Quando eu tinha cerca de dez anos, assisti Doces ou travessuras com meus pais como parte da contagem regressiva para o Halloween. Foi minha primeira experiência com filmes de terror e é muito boa, na minha humilde opinião. No entanto, aos dez anos, fiquei absolutamente apavorado. Verifique atrás de cada cortina de chuveiro, com medo de andar por corredores escuros, suba na cama com seus pais absolutamente apavorados. Talvez na época eu fosse um pouco jovem para perceber que não era real e, portanto, a ideia de zumbis vingativos do lago e Chapeuzinho Vermelho arrancando sua pele para se tornar o Lobo Mau me fez tremer. Porém, depois de ver Doces ou travessuras uma vez, me senti atraído por isso repetidas vezes. Com o tempo, isso não me assustou mais, mas encontrou um lugar especial em meu coração à medida que eu procurava cada vez mais mídias de terror. Você nunca esquece o primeiro, como dizem.
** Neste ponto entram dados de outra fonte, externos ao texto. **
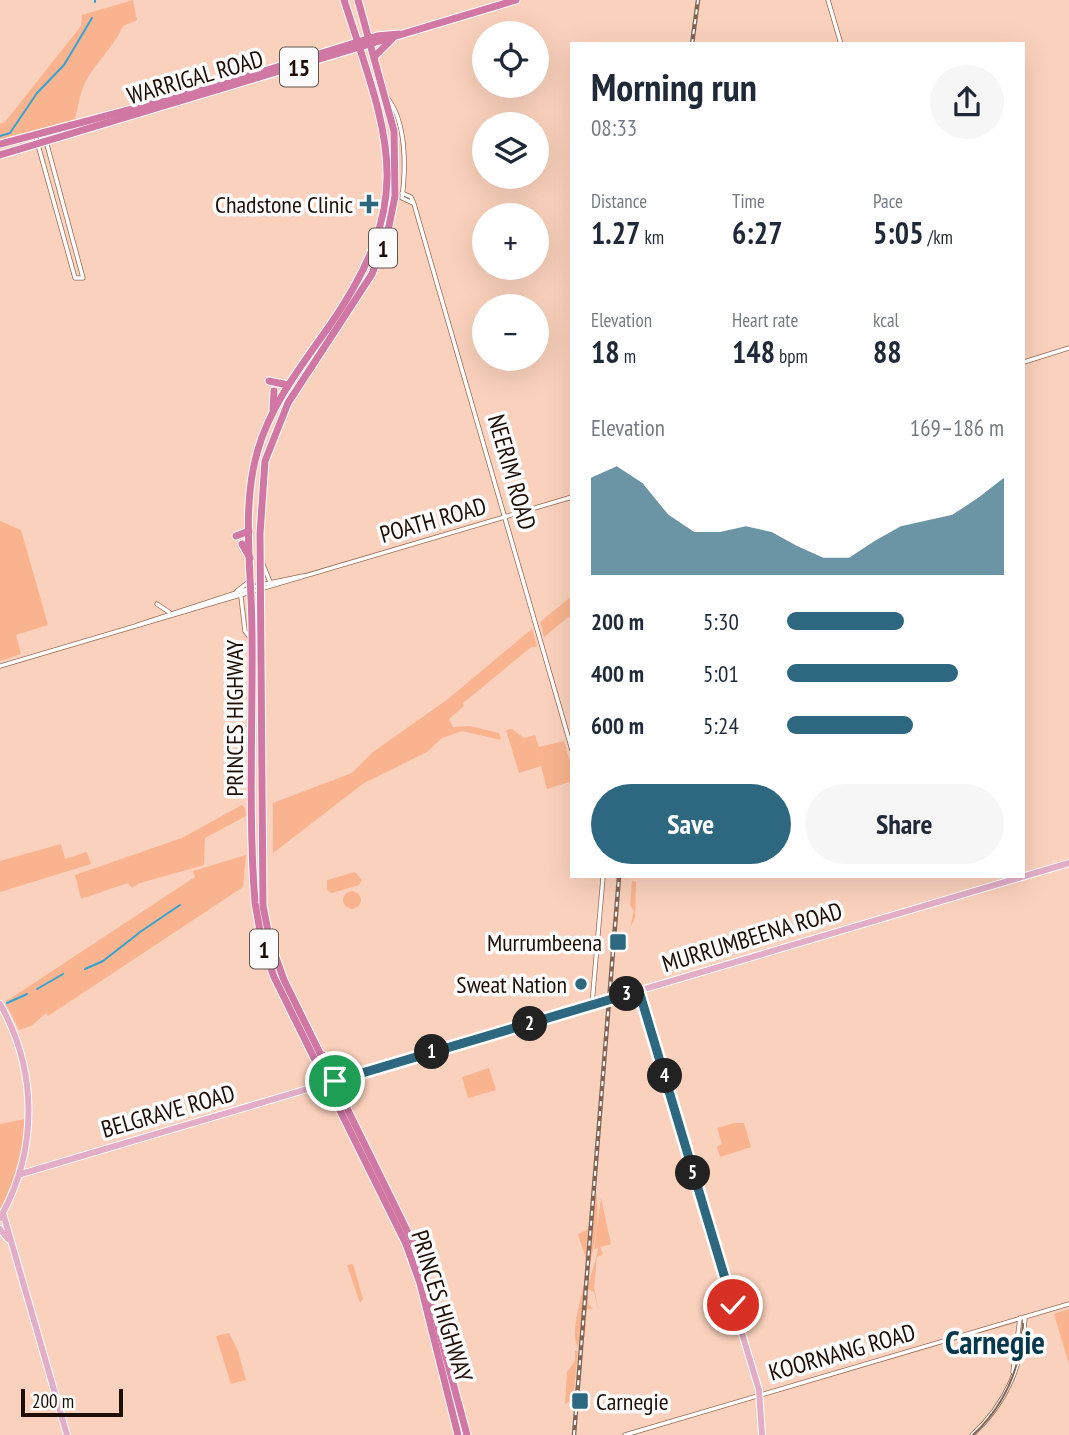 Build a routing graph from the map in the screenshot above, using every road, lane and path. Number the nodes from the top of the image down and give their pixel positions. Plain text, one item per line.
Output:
1 (344, 0) edge
2 (358, 0) edge
3 (516, 0) edge
4 (828, 0) edge
5 (396, 36) junction
6 (371, 42) junction
7 (840, 42) edge
8 (356, 44) junction
9 (375, 56) junction
10 (386, 96) junction
11 (39, 133) junction
12 (42, 142) junction
13 (0, 144) edge
14 (0, 155) edge
15 (394, 204) junction
16 (399, 215) dead end
17 (81, 273) junction
18 (75, 276) junction
19 (370, 278) junction
20 (352, 292) junction
21 (1069, 348) edge
22 (1025, 362) edge
23 (270, 381) dead end
24 (288, 385) junction
25 (274, 391) dead end
26 (274, 409) junction
27 (570, 498) edge
28 (505, 517) junction
29 (249, 531) junction
30 (236, 536) dead end
31 (242, 544) dead end
32 (250, 558) junction
33 (264, 586) junction
34 (251, 587) junction
35 (241, 597) junction
36 (157, 604) dead end
37 (170, 613) junction
38 (137, 625) junction
39 (252, 640) junction
40 (0, 666) edge
41 (570, 743) edge
42 (1069, 863) edge
43 (1025, 875) edge
44 (603, 878) edge
45 (1012, 879) edge
46 (593, 991) junction
47 (639, 991) junction
48 (604, 1002) junction
49 (0, 1004) edge
50 (592, 1005) junction
51 (339, 1080) junction
52 (326, 1084) junction
53 (20, 1174) junction
54 (1, 1215) edge
55 (398, 1218) junction
56 (0, 1223) edge
57 (4, 1229) edge
58 (1069, 1304) edge
59 (1023, 1318) junction
60 (760, 1395) junction
61 (66, 1435) edge
62 (458, 1435) edge
63 (467, 1435) edge
64 (625, 1435) edge
65 (762, 1435) edge
66 (972, 1435) edge

1 - 8 highway
2 - 6 highway, 1
3 - 5 highway, WARRIGAL ROAD / 15
4 - 7 street
5 - 6 highway, WARRIGAL ROAD / 15
5 - 9 highway
6 - 8 highway, WARRIGAL ROAD / 15
6 - 9 highway, 1
8 - 11 highway, WARRIGAL ROAD / 15
8 - 12 highway, WARRIGAL ROAD / 15
8 - 20 highway, PRINCES HIGHWAY / 1
9 - 10 highway, 1
10 - 15 highway, 1
10 - 28 street, NEERIM ROAD
11 - 12 street
11 - 12 street
11 - 13 highway, WARRIGAL ROAD / 15
12 - 14 highway, WARRIGAL ROAD / 15
12 - 17 street
12 - 18 street
15 - 16 highway
15 - 19 highway, 1
17 - 18 street
17 - 18 street
19 - 20 highway
19 - 33 highway, 1
20 - 24 highway, PRINCES HIGHWAY / 1
21 - 22 street
23 - 24 highway
24 - 26 highway, PRINCES HIGHWAY / 1
25 - 26 highway
26 - 29 highway, PRINCES HIGHWAY / 1
27 - 28 street, POATH ROAD
28 - 33 street, POATH ROAD
28 - 41 street, NEERIM ROAD
29 - 30 highway
29 - 32 highway, PRINCES HIGHWAY / 1
31 - 32 highway
32 - 34 highway, PRINCES HIGHWAY / 1
33 - 34 street, POATH ROAD
33 - 51 highway, PRINCES HIGHWAY / 1
34 - 35 street
34 - 37 street
34 - 39 highway, PRINCES HIGHWAY / 1
35 - 38 street
35 - 39 street
36 - 37 street
37 - 38 street
38 - 40 street
39 - 52 highway, PRINCES HIGHWAY / 1
42 - 43 main road, MURRUMBEENA ROAD
44 - 46 street
45 - 47 main road, MURRUMBEENA ROAD
46 - 48 street
46 - 50 street
47 - 48 main road, MURRUMBEENA ROAD
47 - 60 main road
48 - 50 main road, MURRUMBEENA ROAD
49 - 53 main road
50 - 51 main road, MURRUMBEENA ROAD
51 - 52 main road, MURRUMBEENA ROAD
51 - 55 highway, PRINCES HIGHWAY / 1
52 - 53 main road, BELGRAVE ROAD
52 - 55 highway, PRINCES HIGHWAY / 1
53 - 54 main road
54 - 57 main road
55 - 62 highway, PRINCES HIGHWAY / 1
55 - 63 highway, PRINCES HIGHWAY / 1
56 - 57 main road
57 - 61 main road
58 - 59 street, KOORNANG ROAD
59 - 60 street, KOORNANG ROAD
59 - 66 street
60 - 64 street, KOORNANG ROAD
60 - 65 main road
Desde então, descobri que terror é um gênero que geralmente gosto. Tenho temas e subgêneros favoritos – principalmente terror corporal e violência médica – mas darei à maioria dos filmes de terror pelo menos uma exibição. No entanto, eles normalmente não pegar mais para mim. À medida que fui ficando mais velho, aprendi a separar ficção e realidade de uma forma que não conseguia quando assisti meu primeiro filme de terror. Alguns podem argumentar que isso significa que o horror que assisto não é eficaz; Eu discordo completamente. O terror, como qualquer outro gênero, é expansivo. Nem todo blockbuster de ação ou peça de época vai te levar às lágrimas com sua grandiosidade. Parte disso é lixo, e o lixo pode ser divertido. Coisas intermediárias também são ótimas. Tudo tem o seu lugar, e principalmente no horror, acho que faz as peças que fazer atingir um nervo muito mais significativo.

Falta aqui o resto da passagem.